To Nick Fahey, area manager of the family-owned Southern Oregon Sanitation hauling firm in Grants Pass, Ore., the clunky term “route optimization” breaks down to some very simple concepts, the cornerstone of which is making more money without skimping on customer service.

“To me, it's about how we can do a route faster, pick up for more customers in a driver's day, reduce the overall mileage for the fleet, and reduce the trips to the landfill/transfer facility,” Fahey says. “I want to be as profitable for the company as possible without impacting the customer financially.
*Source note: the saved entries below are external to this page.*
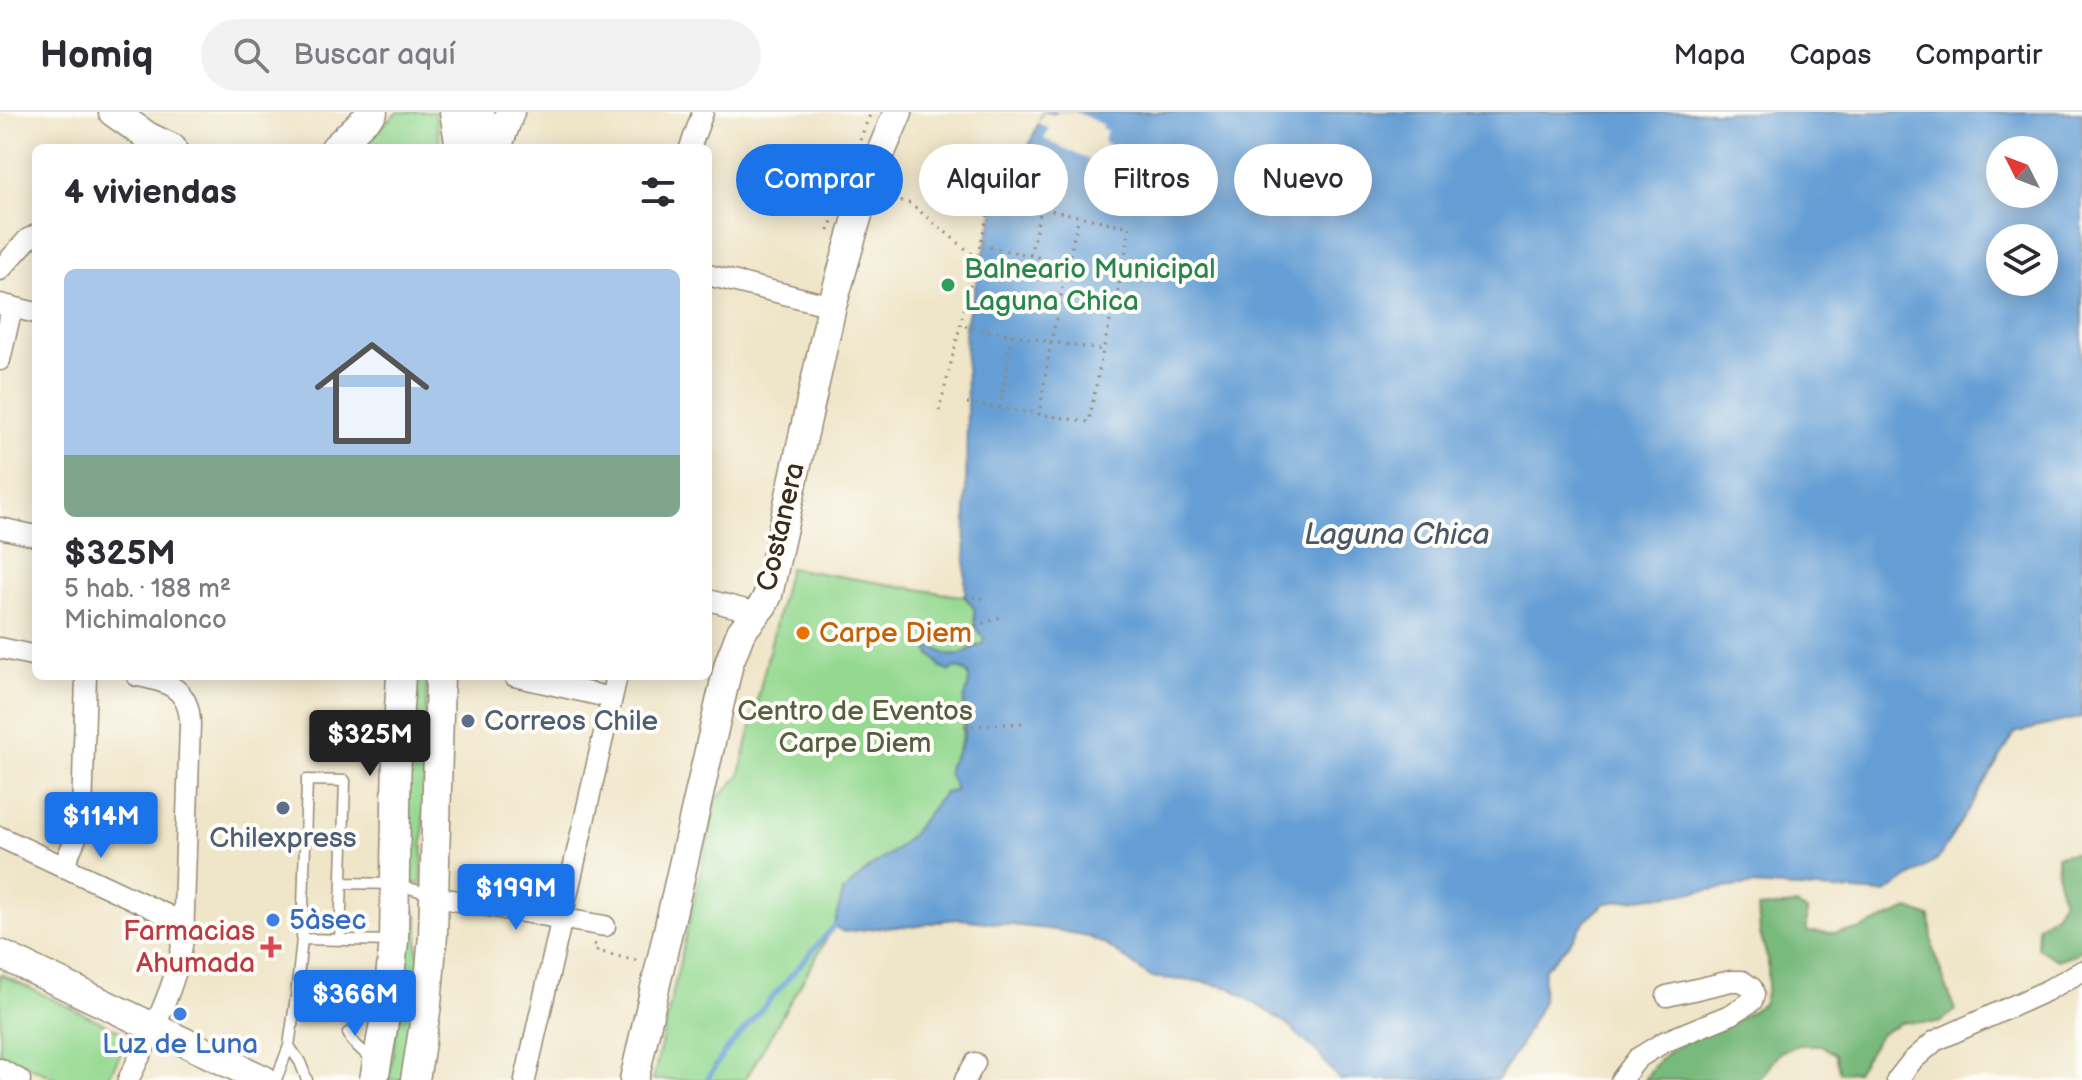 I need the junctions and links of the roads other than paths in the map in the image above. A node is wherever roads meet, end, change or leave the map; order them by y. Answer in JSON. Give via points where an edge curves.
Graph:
{"nodes":[{"id":1,"x":113,"y":112,"type":"edge"},
{"id":2,"x":373,"y":112,"type":"edge"},
{"id":3,"x":454,"y":112,"type":"edge"},
{"id":4,"x":480,"y":112,"type":"edge"},
{"id":5,"x":510,"y":112,"type":"edge"},
{"id":6,"x":703,"y":112,"type":"edge"},
{"id":7,"x":898,"y":112,"type":"edge"},
{"id":8,"x":164,"y":144,"type":"edge"},
{"id":9,"x":339,"y":144,"type":"edge"},
{"id":10,"x":459,"y":144,"type":"edge"},
{"id":11,"x":484,"y":144,"type":"edge"},
{"id":12,"x":498,"y":144,"type":"edge"},
{"id":13,"x":691,"y":144,"type":"edge"},
{"id":14,"x":32,"y":237,"type":"edge"},
{"id":15,"x":0,"y":270,"type":"edge"},
{"id":16,"x":712,"y":276,"type":"edge"},
{"id":17,"x":6,"y":306,"type":"edge"},
{"id":18,"x":832,"y":306,"type":"junction"},
{"id":19,"x":32,"y":312,"type":"edge"},
{"id":20,"x":0,"y":360,"type":"edge"},
{"id":21,"x":0,"y":528,"type":"edge"},
{"id":22,"x":32,"y":535,"type":"edge"},
{"id":23,"x":712,"y":601,"type":"edge"},
{"id":24,"x":757,"y":613,"type":"junction"},
{"id":25,"x":0,"y":648,"type":"edge"},
{"id":26,"x":32,"y":655,"type":"edge"},
{"id":27,"x":86,"y":680,"type":"edge"},
{"id":28,"x":160,"y":680,"type":"edge"},
{"id":29,"x":401,"y":680,"type":"edge"},
{"id":30,"x":440,"y":680,"type":"edge"},
{"id":31,"x":532,"y":680,"type":"edge"},
{"id":32,"x":616,"y":680,"type":"edge"},
{"id":33,"x":612,"y":698,"type":"junction"},
{"id":34,"x":0,"y":837,"type":"edge"},
{"id":35,"x":63,"y":867,"type":"junction"},
{"id":36,"x":343,"y":883,"type":"junction"},
{"id":37,"x":395,"y":884,"type":"junction"},
{"id":38,"x":435,"y":897,"type":"junction"},
{"id":39,"x":184,"y":923,"type":"junction"},
{"id":40,"x":561,"y":924,"type":"junction"},
{"id":41,"x":605,"y":926,"type":"dead end"},
{"id":42,"x":302,"y":939,"type":"junction"},
{"id":43,"x":340,"y":940,"type":"junction"},
{"id":44,"x":0,"y":954,"type":"edge"},
{"id":45,"x":393,"y":955,"type":"junction"},
{"id":46,"x":2082,"y":971,"type":"edge"},
{"id":47,"x":1667,"y":996,"type":"dead end"},
{"id":48,"x":296,"y":997,"type":"junction"},
{"id":49,"x":154,"y":1027,"type":"junction"},
{"id":50,"x":348,"y":1033,"type":"dead end"},
{"id":51,"x":289,"y":1046,"type":"junction"},
{"id":52,"x":0,"y":1069,"type":"edge"},
{"id":53,"x":375,"y":1073,"type":"edge"},
{"id":54,"x":20,"y":1080,"type":"edge"},
{"id":55,"x":128,"y":1080,"type":"edge"},
{"id":56,"x":264,"y":1080,"type":"edge"},
{"id":57,"x":276,"y":1080,"type":"edge"},
{"id":58,"x":307,"y":1080,"type":"edge"},
{"id":59,"x":415,"y":1080,"type":"edge"},
{"id":60,"x":525,"y":1080,"type":"edge"},
{"id":61,"x":634,"y":1080,"type":"edge"},
{"id":62,"x":1621,"y":1080,"type":"edge"},
{"id":63,"x":1897,"y":1080,"type":"edge"}],
"edges":[{"from":1,"to":8,"type":"street"},
{"from":2,"to":9,"type":"street"},
{"from":3,"to":10,"type":"street"},
{"from":4,"to":11,"type":"street"},
{"from":5,"to":12,"type":"street"},
{"from":6,"to":13,"type":"street"},
{"from":7,"to":18,"type":"street","name":"Costanera","via":[[865,190]]},
{"from":14,"to":15,"type":"street"},
{"from":16,"to":18,"type":"street"},
{"from":17,"to":19,"type":"street"},
{"from":17,"to":20,"type":"street"},
{"from":18,"to":24,"type":"street","name":"Costanera","via":[[770,587]]},
{"from":21,"to":22,"type":"street"},
{"from":23,"to":24,"type":"street"},
{"from":24,"to":61,"type":"street","name":"Costanera","via":[[741,632],[729,663]]},
{"from":25,"to":26,"type":"street"},
{"from":27,"to":35,"type":"street","via":[[82,816]]},
{"from":28,"to":39,"type":"street","via":[[186,701],[190,716]]},
{"from":29,"to":37,"type":"street"},
{"from":30,"to":38,"type":"street"},
{"from":31,"to":33,"type":"street"},
{"from":32,"to":33,"type":"street"},
{"from":33,"to":40,"type":"street"},
{"from":34,"to":35,"type":"street"},
{"from":35,"to":39,"type":"street"},
{"from":36,"to":37,"type":"lane"},
{"from":36,"to":42,"type":"lane","via":[[345,781],[307,780]]},
{"from":36,"to":43,"type":"lane"},
{"from":37,"to":38,"type":"lane"},
{"from":37,"to":45,"type":"street"},
{"from":38,"to":40,"type":"street"},
{"from":38,"to":59,"type":"street"},
{"from":39,"to":49,"type":"street","via":[[180,959]]},
{"from":40,"to":41,"type":"street"},
{"from":40,"to":60,"type":"street"},
{"from":42,"to":43,"type":"lane"},
{"from":42,"to":48,"type":"lane"},
{"from":43,"to":45,"type":"lane"},
{"from":44,"to":49,"type":"street"},
{"from":45,"to":48,"type":"lane","via":[[349,1004]]},
{"from":45,"to":53,"type":"street"},
{"from":46,"to":63,"type":"street","via":[[1935,1041]]},
{"from":47,"to":62,"type":"street","via":[[1731,981],[1742,981],[1754,994],[1732,1014],[1638,1058]]},
{"from":48,"to":51,"type":"lane"},
{"from":49,"to":55,"type":"street"},
{"from":49,"to":56,"type":"street"},
{"from":50,"to":53,"type":"lane"},
{"from":51,"to":57,"type":"lane"},
{"from":51,"to":58,"type":"lane"},
{"from":52,"to":54,"type":"street"}]} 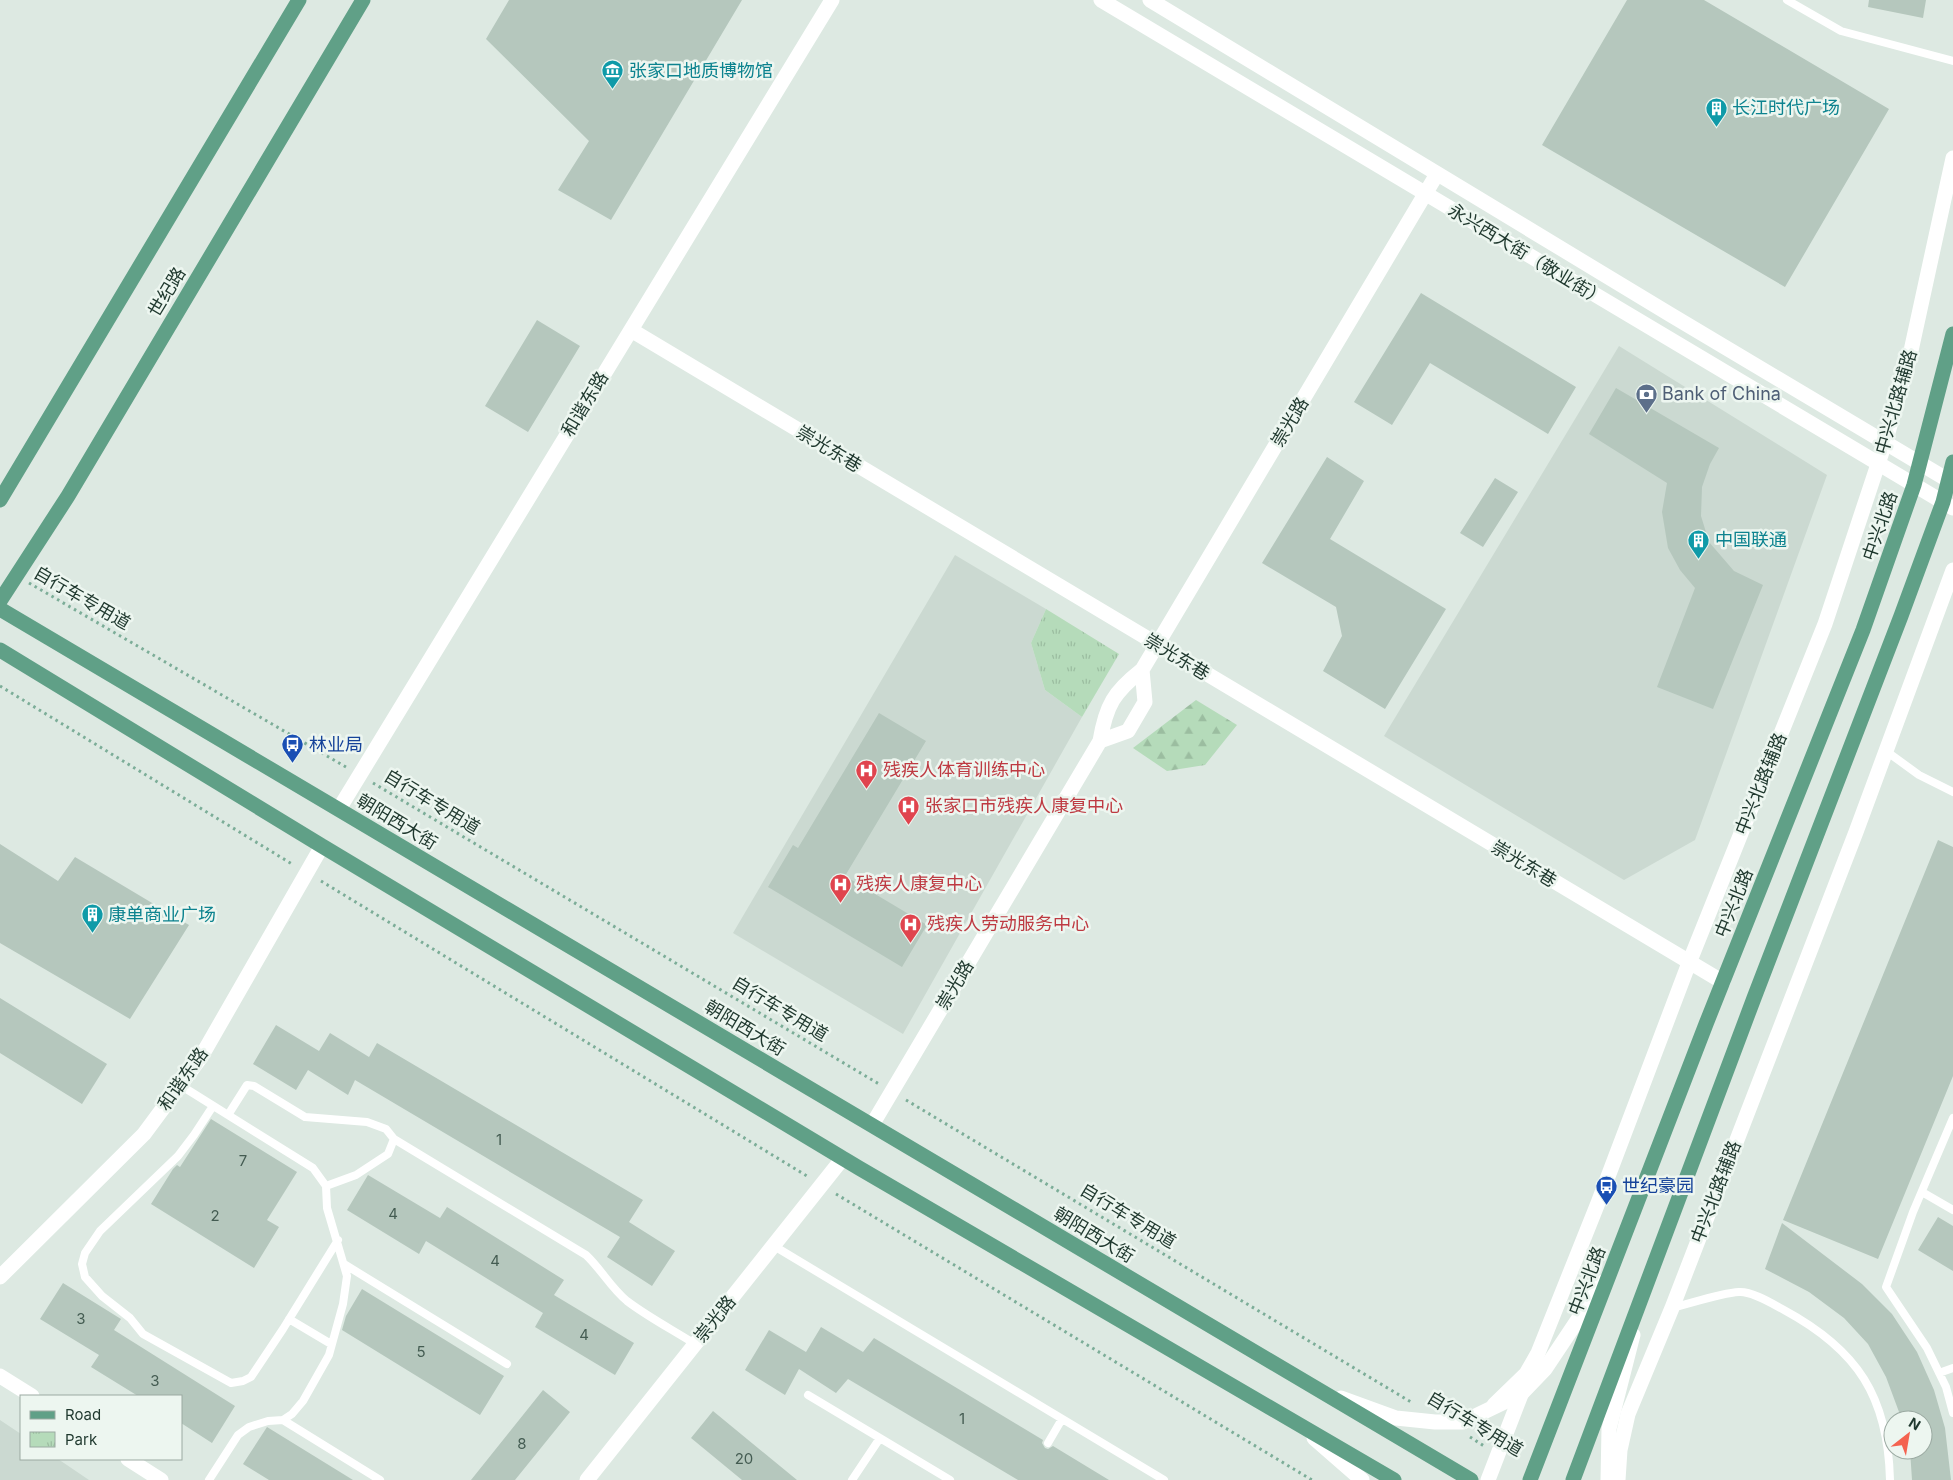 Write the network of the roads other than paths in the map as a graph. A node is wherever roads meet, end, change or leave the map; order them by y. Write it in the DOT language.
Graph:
graph roads {
  1 [pos="299,0"];
  2 [pos="363,0"];
  3 [pos="832,0"];
  4 [pos="1101,0"];
  5 [pos="1150,0"];
  6 [pos="1787,0"];
  7 [pos="1953,61"];
  8 [pos="1953,158"];
  9 [pos="1437,174"];
  10 [pos="1425,194"];
  11 [pos="631,330"];
  12 [pos="1953,334"];
  13 [pos="1886,443"];
  14 [pos="1953,462"];
  15 [pos="1879,464"];
  16 [pos="1920,464"];
  17 [pos="1950,482"];
  18 [pos="1914,485"];
  19 [pos="0,500"];
  20 [pos="1948,505"];
  21 [pos="1953,570"];
  22 [pos="0,601"];
  23 [pos="0,608"];
  24 [pos="1157,645"];
  25 [pos="0,650"];
  26 [pos="1142,670"];
  27 [pos="1100,741"];
  28 [pos="1886,751"];
  29 [pos="1953,792"];
  30 [pos="339,809"];
  31 [pos="322,846"];
  32 [pos="1689,962"];
  33 [pos="1723,982"];
  34 [pos="180,1085"];
  35 [pos="213,1106"];
  36 [pos="228,1115"];
  37 [pos="1953,1118"];
  38 [pos="872,1125"];
  39 [pos="394,1139"];
  40 [pos="843,1158"];
  41 [pos="326,1186"];
  42 [pos="1922,1192"];
  43 [pos="1953,1210"];
  44 [pos="338,1240"];
  45 [pos="774,1246"];
  46 [pos="344,1264"];
  47 [pos="1613,1266"];
  48 [pos="0,1277"];
  49 [pos="1647,1283"];
  50 [pos="1672,1308"];
  51 [pos="289,1319"];
  52 [pos="332,1344"];
  53 [pos="695,1344"];
  54 [pos="1538,1353"];
  55 [pos="507,1364"];
  56 [pos="1953,1368"];
  57 [pos="1939,1373"];
  58 [pos="0,1376"];
  59 [pos="1318,1390"];
  60 [pos="1521,1394"];
  61 [pos="30,1395"];
  62 [pos="808,1395"];
  63 [pos="1490,1409"];
  64 [pos="1953,1413"];
  65 [pos="1062,1419"];
  66 [pos="283,1420"];
  67 [pos="1293,1421"];
  68 [pos="880,1438"];
  69 [pos="1048,1443"];
  70 [pos="130,1460"];
  71 [pos="1609,1478"];
  72 [pos="160,1480"];
  73 [pos="209,1480"];
  74 [pos="380,1480"];
  75 [pos="588,1480"];
  76 [pos="852,1480"];
  77 [pos="950,1480"];
  78 [pos="1164,1480"];
  79 [pos="1362,1480"];
  80 [pos="1394,1480"];
  81 [pos="1471,1480"];
  82 [pos="1488,1480"];
  83 [pos="1530,1480"];
  84 [pos="1573,1480"];
  85 [pos="1890,1480"];
  1 -- 19 [label="main road, 世纪路"];
  2 -- 22 [label="main road, 世纪路"];
  3 -- 11 [label="street, 和谐东路"];
  4 -- 10 [label="street, 永兴西大街（敬业街）"];
  5 -- 9 [label="street, 永兴西大街（敬业街）"];
  6 -- 7 [label="lane"];
  8 -- 13 [label="street, 中兴北路辅路"];
  9 -- 10 [label="street, 崇光路"];
  9 -- 13 [label="street, 永兴西大街（敬业街）"];
  10 -- 15 [label="street, 永兴西大街（敬业街）"];
  10 -- 24 [label="street, 崇光路"];
  11 -- 24 [label="street, 崇光东巷"];
  11 -- 30 [label="street, 和谐东路"];
  12 -- 16 [label="main road, 中兴北路"];
  13 -- 15 [label="street, 中兴北路辅路"];
  13 -- 16 [label="street, 永兴西大街（敬业街）"];
  14 -- 17 [label="main road"];
  15 -- 18 [label="street, 永兴西大街（敬业街）"];
  15 -- 32 [label="street, 中兴北路辅路"];
  16 -- 17 [label="street, 永兴西大街（敬业街）"];
  16 -- 18 [label="main road, 中兴北路"];
  17 -- 20 [label="main road"];
  18 -- 20 [label="street, 永兴西大街（敬业街）"];
  18 -- 33 [label="main road, 中兴北路"];
  20 -- 49 [label="main road"];
  21 -- 28 [label="street, 中兴北路辅路"];
  23 -- 30 [label="main road, 朝阳西大街"];
  24 -- 26 [label="street, 崇光路"];
  24 -- 32 [label="street, 崇光东巷"];
  25 -- 31 [label="main road"];
  26 -- 27 [label="street, 崇光路"];
  26 -- 27 [label="street"];
  27 -- 38 [label="street, 崇光路"];
  28 -- 29 [label="lane"];
  28 -- 50 [label="street, 中兴北路辅路"];
  30 -- 38 [label="main road, 朝阳西大街"];
  31 -- 34 [label="street, 和谐东路"];
  31 -- 40 [label="main road"];
  32 -- 33 [label="street, 崇光东巷"];
  32 -- 54 [label="street, 中兴北路辅路"];
  33 -- 47 [label="main road, 中兴北路"];
  34 -- 35 [label="lane"];
  34 -- 48 [label="street, 和谐东路"];
  35 -- 36 [label="lane"];
  35 -- 51 [label="lane"];
  36 -- 39 [label="lane"];
  36 -- 41 [label="lane"];
  37 -- 42 [label="lane"];
  38 -- 59 [label="main road, 朝阳西大街"];
  39 -- 41 [label="lane"];
  39 -- 53 [label="lane"];
  40 -- 45 [label="street, 崇光路"];
  40 -- 67 [label="main road"];
  41 -- 44 [label="lane"];
  42 -- 43 [label="lane"];
  42 -- 57 [label="lane"];
  44 -- 46 [label="lane"];
  44 -- 51 [label="lane"];
  45 -- 53 [label="street, 崇光路"];
  45 -- 65 [label="lane"];
  46 -- 52 [label="lane"];
  46 -- 55 [label="lane"];
  47 -- 60 [label="street"];
  47 -- 83 [label="main road, 中兴北路"];
  49 -- 71 [label="street"];
  49 -- 84 [label="main road"];
  50 -- 71 [label="street, 中兴北路辅路"];
  50 -- 85 [label="lane"];
  51 -- 52 [label="lane"];
  52 -- 66 [label="lane"];
  53 -- 75 [label="street, 崇光路"];
  54 -- 60 [label="street"];
  54 -- 63 [label="street, 中兴北路辅路"];
  56 -- 57 [label="lane"];
  57 -- 64 [label="lane"];
  58 -- 61 [label="street"];
  59 -- 63 [label="street"];
  59 -- 81 [label="main road, 朝阳西大街"];
  60 -- 63 [label="street"];
  60 -- 82 [label="street"];
  62 -- 68 [label="lane"];
  65 -- 69 [label="lane"];
  65 -- 78 [label="lane"];
  66 -- 73 [label="lane"];
  66 -- 74 [label="lane"];
  67 -- 79 [label="street"];
  67 -- 80 [label="main road"];
  68 -- 76 [label="lane"];
  68 -- 77 [label="lane"];
  70 -- 72 [label="street"];
}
Because, the more efficient we are as a company, the longer we can put off a rate increase for our customers — and that keeps them happy.”

For Southern Oregon that's important, as it's a third-generation family business that's been operating in Oregon's Josephine and Jackson counties for over 60 years, serving both commercial and residential customers.

“'Route optimization' involves the creation of the least amount of routes to service customer stops and sequencing those stops in the most efficient order to minimize travel time or distance,” says Ewe-Leng Lim, chief knowledge officer at the Institute of Information Technology (IIT), a route optimization software provider based in Magnolia, Texas. “It means servicing more customers with the least number of vehicles and minimizing driving time and distances while meeting all business constraints.”

It can even involve such details as when drivers should leave for the landfill, when they should resume their collection routes and lunch break considerations, Lim says.

Making It Work

Southern Oregon's Fahey points out that a refuse fleet needs to do its homework before it can install a route optimization system and use it properly. Route optimization also involves spending cash — in Southern Oregon's case, roughly $20,000, he says.

Fahey's firm used two software packages — FleetRoute, a product of Germany's CIVIX LLC, and ArcView, a geographic information system (GIS) developed by Redlands, Calif.-based ESRI — to begin the process of building more efficient routes. But, the firm needed to gather some information before it could start using the packages.

The information included:

  • City and county maps

  • Customers' global positioning satellite (GPS) map points

  • What size of container each customer has

  • The average weight of trash in the container

  • How often a customer is serviced

  • Where the fleet's trucks are housed

  • What transfer site or landfill the vehicles use

  • The maximum tonnage of refuse that a particular truck can hold

  • How long it takes to unload a particular truck at a transfer facility or landfill

  • Street segment speeds and lengths

  • Length of the drivers' lunch breaks

  • How much time it takes for pre- and post-trip truck inspections

  • How long the fleet expects that driver's day to be

“All of these variables need to be input into the computer program to get appropriate routes,” Fahey explains. “Once we had this data, we then began manipulating it using the [software].”

Karl Terrey, product manager for ESRI's ArcLogistics software suite, notes that it typically requires several days worth of consulting and implementation before a route optimization system can go “live.”

“The flow of data must be carefully examined so that the correct information is available for the route optimization application,” Terrey says. “Once the data to be routed is made available, it must be ‘geo-coded’ to a specific side of a street segment and placed at the location of the pickup. Many systems will include a ‘geo-coding’ mechanism as a part of the application.”

Once the data and mechanisms to get it into the optimization software are validated, Terrey says the average person needs about one to three days to be trained on the system's workflow and functions. “Usually, it is all ‘back office’ personnel doing this work — allowing drivers to keep carrying out their days' work as usual.”

In Southern Oregon's case, Fahey says it took two weeks to set up the map appropriately. “For us there was a steep learning curve,” he says. “It took us at least a month to figure everything out to make the program work correctly with the customer data.”